В дельте Лены - страница 40
Несмотря на то, что я хотел держать курс против течения, доводы моего спутника и указанное Афоней направление всё же возобладали, и я попытался идти вдоль того, что я считал юго-западным побережьем главного течения реки. Но опять помешали мели, заставив нас повернуть на восток, в результате мы совсем немного продвинулись на юг. Наконец, оказавшись в бухте, где мы уже были накануне, я увидел два высоких мыса на юге и, полагая, что река проходит между ними, весь день пытался добраться до них. Погода была сырая и ветреная, волнение интенсивное, и куда бы мы не направлялись, через милю-другую натыкались на мель. В два часа дня я решил вернуться в Малый Буор-Хая. Ветер тем временем несколько уменьшился и стал попутным, но глубина была недостаточной, и волны, перехлёстывая через косы и отмели, окатывали нас и замерзали на дне лодки. Люди были измотаны бесконечной греблей, вычерпыванием воды и работой с парусами.
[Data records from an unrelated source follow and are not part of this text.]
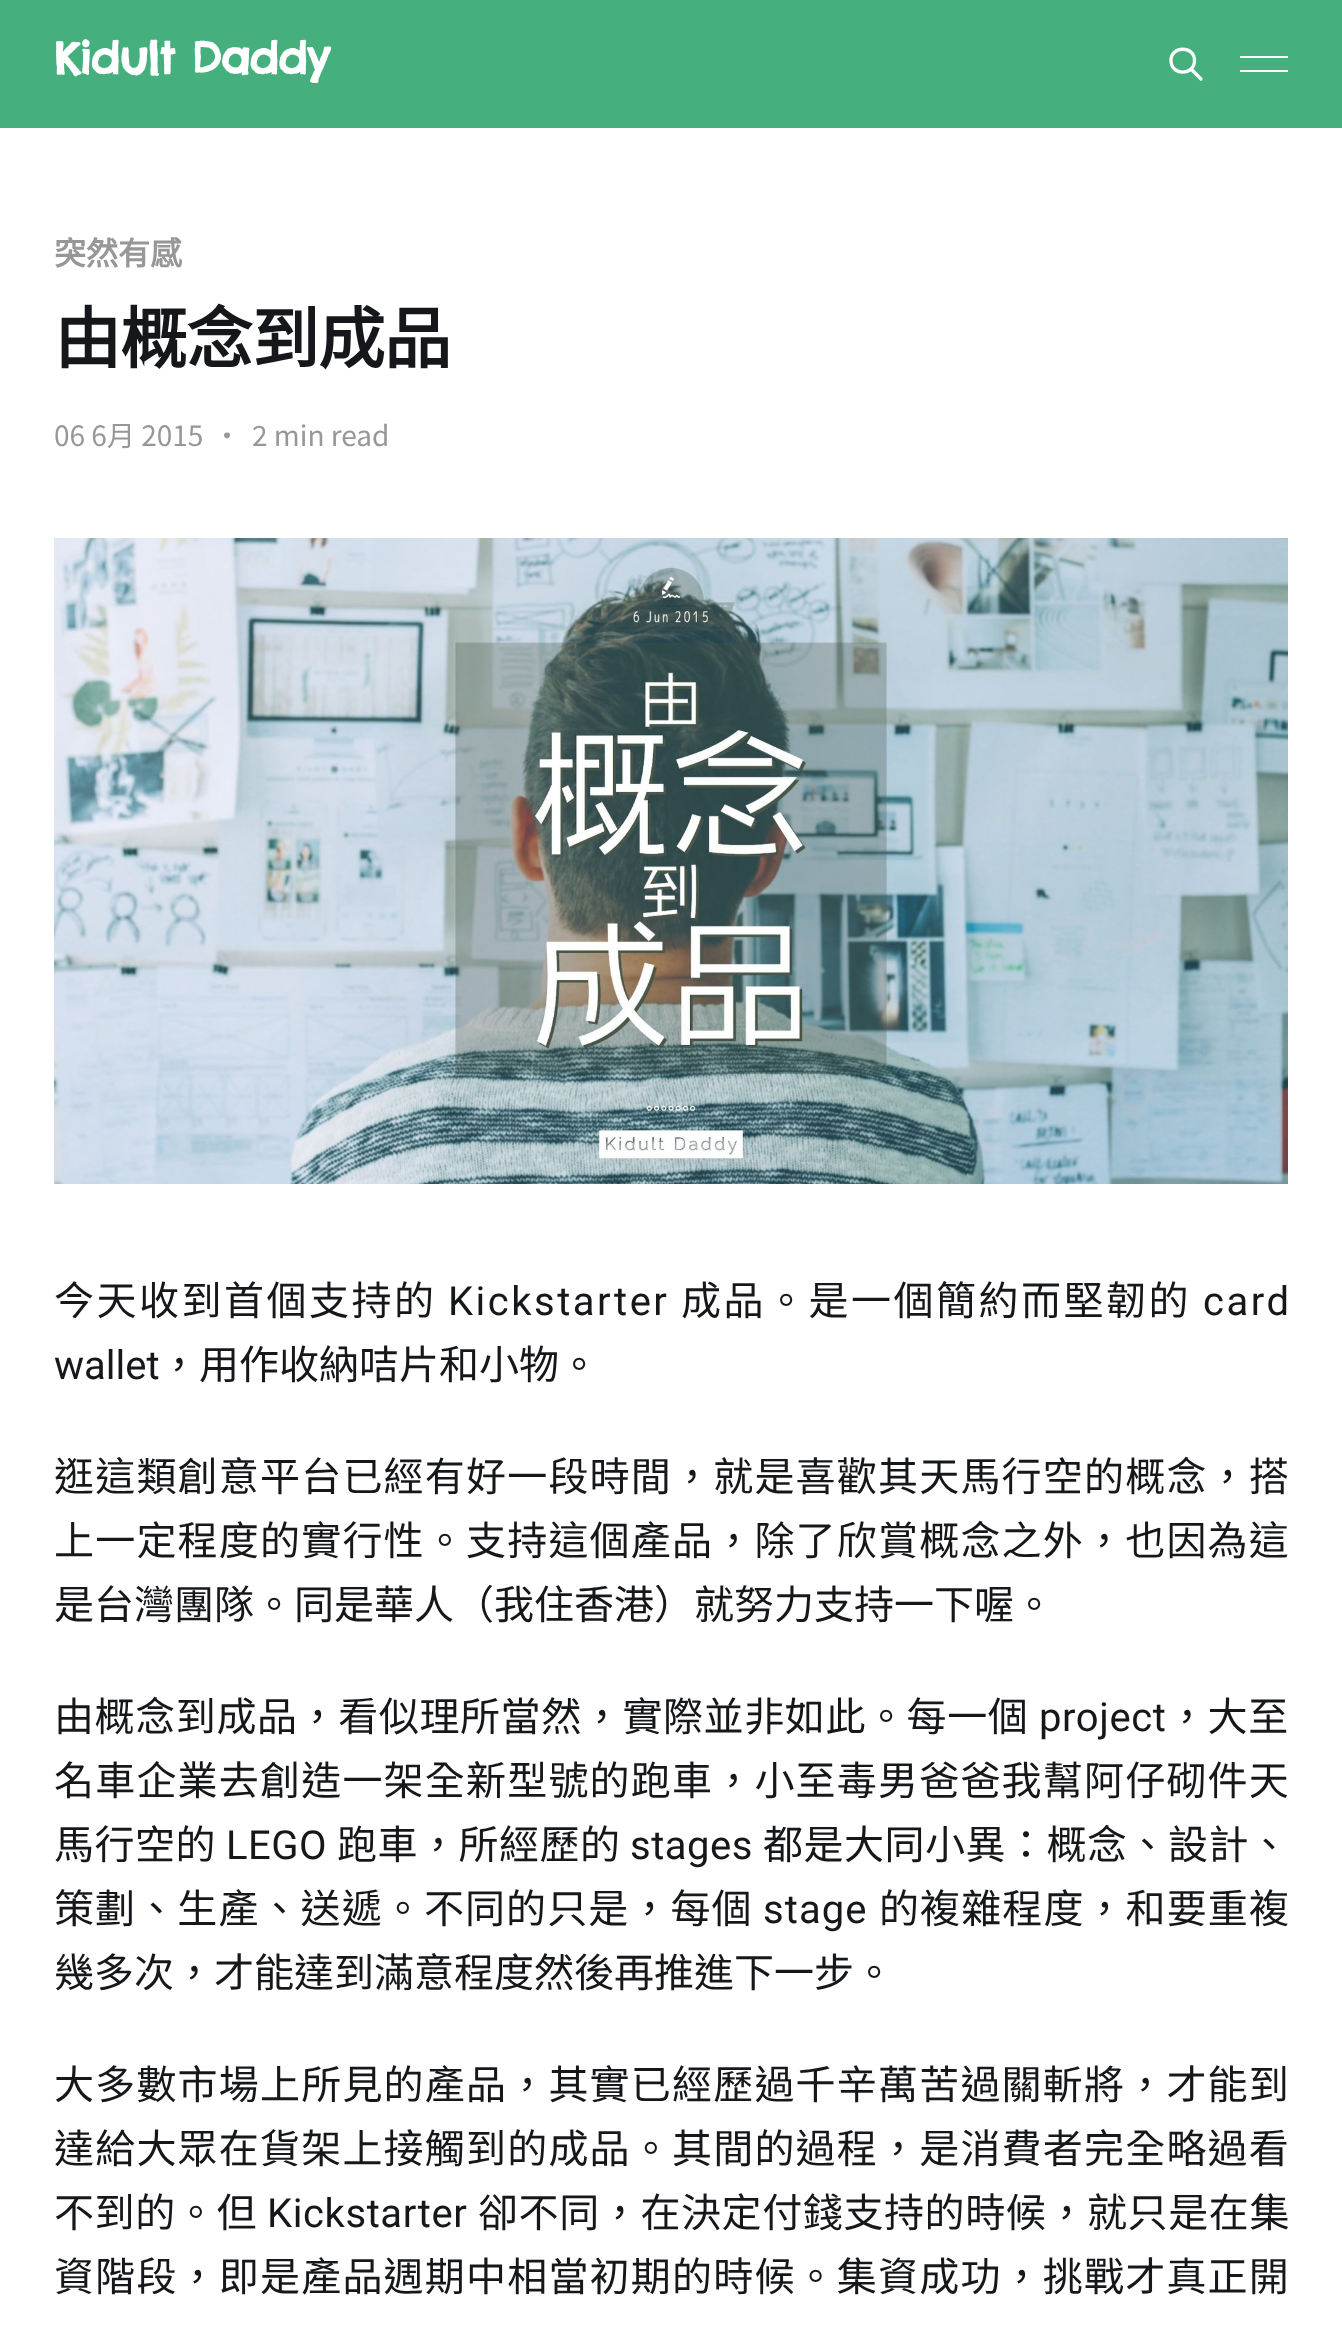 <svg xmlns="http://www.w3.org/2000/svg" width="1342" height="2327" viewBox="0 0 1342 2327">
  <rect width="100%" height="100%" fill="#fff"/>
  <path d="M0 0h1342v128H0z" fill="#45b07e"/>
  <path d="M1201 79L1191 69M1194.5 60.5C1194.5 76 1171 76 1171 60.5C1171 45.5 1194.5 45.5 1194.5 60.5Z" fill="none" stroke="#fff" stroke-width="3.3" stroke-linecap="round" stroke-linejoin="round"/>
  <path d="M1240 56h48v2H1240z" fill="#fff"/>
  <path d="M1240 70h48v2H1240z" fill="#fff"/>
  <image x="54" y="538" width="1234" height="646" href="img/1.png"/>
  <text x="54" y="74" font-family="Chelsea Market" font-size="44" font-weight="bold" letter-spacing="-0.9" fill="#fff">Kidult Daddy</text>
  <text x="54" y="265" font-family="Noto Sans HK" font-size="32" font-weight="bold" fill="#979797">突然有感</text>
  <text x="54" y="363" font-family="Noto Sans HK" font-size="67" font-weight="bold" letter-spacing="-1" fill="#15171a">由概念到成品</text>
  <g font-family="Noto Sans HK" font-size="28" font-weight="100" fill="#979797">
    <text x="54" y="446">06 6月 2015</text>
    <text x="213" y="446">•</text>
    <text x="252" y="446">2 min read</text>
  </g>
  <text x="54" y="1315" font-family="Noto Sans CJK HK" font-size="40" letter-spacing="2.5" fill="#15171a">今天收到首個支持的</text>
  <text x="448" y="1315" font-family="Roboto" font-size="40" letter-spacing="2.5" fill="#15171a">Kickstarter</text>
  <text x="681" y="1315" font-family="Noto Sans CJK HK" font-size="40" letter-spacing="2.5" fill="#15171a">成品。是一個簡約而堅韌的</text>
  <text x="1203" y="1315" font-family="Roboto" font-size="40" letter-spacing="2.5" fill="#15171a">card</text>
  <text x="54" y="1379" font-family="Roboto" font-size="40" fill="#15171a">wallet</text>
  <text x="159" y="1379" font-family="Noto Sans CJK HK" font-size="40" fill="#15171a">，用作收納咭片和小物。</text>
  <g font-family="Noto Sans CJK HK" font-size="40" letter-spacing="1.2" fill="#15171a">
    <text x="54" y="1491">逛這類創意平台已經有好一段時間，就是喜歡其天馬行空的概念，搭</text>
    <text x="54" y="1555">上一定程度的實行性。支持這個產品，除了欣賞概念之外，也因為這</text>
  </g>
  <text x="54" y="1619" font-family="Noto Sans CJK HK" font-size="40" fill="#15171a">是台灣團隊。同是華人（我住香港）就努力支持一下喔。</text>
  <text x="54" y="1731" font-family="Noto Sans CJK HK" font-size="40" letter-spacing="0.6" fill="#15171a">由概念到成品，看似理所當然，實際並非如此。每一個</text>
  <text x="1039" y="1731" font-family="Roboto" font-size="40" letter-spacing="0.6" fill="#15171a">project</text>
  <text x="1167" y="1731" font-family="Noto Sans CJK HK" font-size="40" letter-spacing="0.6" fill="#15171a">，大至</text>
  <text x="54" y="1795" font-family="Noto Sans CJK HK" font-size="40" letter-spacing="1.2" fill="#15171a">名車企業去創造一架全新型號的跑車，小至毒男爸爸我幫阿仔砌件天</text>
  <text x="54" y="1859" font-family="Noto Sans CJK HK" font-size="40" letter-spacing="0.5" fill="#15171a">馬行空的</text>
  <text x="226" y="1859" font-family="Roboto" font-size="40" letter-spacing="0.5" fill="#15171a">LEGO</text>
  <text x="337" y="1859" font-family="Noto Sans CJK HK" font-size="40" letter-spacing="0.5" fill="#15171a">跑車，所經歷的</text>
  <text x="630" y="1859" font-family="Roboto" font-size="40" letter-spacing="0.5" fill="#15171a">stages</text>
  <text x="763" y="1859" font-family="Noto Sans CJK HK" font-size="40" letter-spacing="0.5" fill="#15171a">都是大同小異：概念、設計、</text>
  <text x="54" y="1923" font-family="Noto Sans CJK HK" font-size="40" letter-spacing="1.1" fill="#15171a">策劃、生產、送遞。不同的只是，每個</text>
  <text x="763" y="1923" font-family="Roboto" font-size="40" letter-spacing="1.1" fill="#15171a">stage</text>
  <text x="879" y="1923" font-family="Noto Sans CJK HK" font-size="40" letter-spacing="1.1" fill="#15171a">的複雜程度，和要重複</text>
  <text x="54" y="1987" font-family="Noto Sans CJK HK" font-size="40" fill="#15171a">幾多次，才能達到滿意程度然後再推進下一步。</text>
  <g font-family="Noto Sans CJK HK" font-size="40" letter-spacing="1.2" fill="#15171a">
    <text x="54" y="2099">大多數市場上所見的產品，其實已經歷過千辛萬苦過關斬將，才能到</text>
    <text x="54" y="2163">達給大眾在貨架上接觸到的成品。其間的過程，是消費者完全略過看</text>
  </g>
  <text x="54" y="2227" font-family="Noto Sans CJK HK" font-size="40" letter-spacing="0.6" fill="#15171a">不到的。但</text>
  <text x="267" y="2227" font-family="Roboto" font-size="40" letter-spacing="0.6" fill="#15171a">Kickstarter</text>
  <text x="478" y="2227" font-family="Noto Sans CJK HK" font-size="40" letter-spacing="0.6" fill="#15171a">卻不同，在決定付錢支持的時候，就只是在集</text>
  <text x="54" y="2291" font-family="Noto Sans CJK HK" font-size="40" letter-spacing="1.2" fill="#15171a">資階段，即是產品週期中相當初期的時候。集資成功，挑戰才真正開</text>
</svg>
Бартлетт на носу лодки, всё время промеряющий дно и кричавший мне показания глубины, промок до нитки, одежда на нём замёрзла и стояла колом, шест от палатки, который он использовал в качестве футштока, представлял собой сплошной кусок льда, а руки его распухли и потрескались так, что на них было страшно смотреть. Тепло и сравнительный комфорт предыдущей ночи избаловали нас и сделали нас более восприимчивыми к холоду и физической боли, поэтому жалоб теперь было больше, чем когда-либо прежде. Мои ноги ниже колен были покрыты болячками и волдырями, причинявшими мне мучительную боль. Лич, Мэнсон и Уилсон, будучи моложе Коула, выполняли команды несколько быстрее, но они были на вахте весь день и теперь были совершенно вымотаны. Я всё время был на шкотах, управляя парусом, и делал это совершенно механически, так как руки мои были лишены всякой чувствительности. Ближе к ночи вызвался порулить Даненхауэр, но ветер и снег слепили его, и он не смог держать курс в соответствии с направлением ветра, который дул ему в щеку (чтобы он лучше чувствовал ветер, я даже поднял вверх уши его шапки). После нескольких опасных перекидываний паруса на фордевинде, я приказал Личу сменить его у румпеля, и решил бросить якорь под прикрытием первой мели, которая нам попадётся, и там ждать рассвета. После пары попыток мы нашли, наконец, подходящее место и остановились в тихой глубокой воде за песчаной косой.
Но как встать на якорь без якоря или даже без какого-либо его подобия?! Единственной возможностью было бы привязать лодку к какому-нибудь столбику или дереву, и даже этого вблизи не наблюдалось. Тогда я приказал Бартлетту забить в илистый грунт три палаточных шеста с медными наконечниками, а швартовый конец привязать к их нижней части, а чтобы они не потерялись, если вдруг будут вырваны из земли, привязать к их вершинам ещё страховочный конец. Таким образом лодка всю ночь противостояла ветру, который временами дул очень сильно. Затем, опустив весла с обоих бортов, чтобы лодка держалась носом против ветра, и оставив одного человека следить за швартовыми, мы, как могли, укрылись на ночь. Сон, конечно, не шёл в голову; тем не менее, накрывшись штормовками, кусками парусины и прорезиненной тканью, которую мы обычно расстилали в палатках, мы попытались уснуть. Но из-за дождя, ветра и мокрого снега было ужасно холодно. Те из нас, кто ещё не имел обморожений, вскоре их получили, а у тех, кто имел, конечности стали ещё хуже – распухли и еле помещались в обуви и перчатках.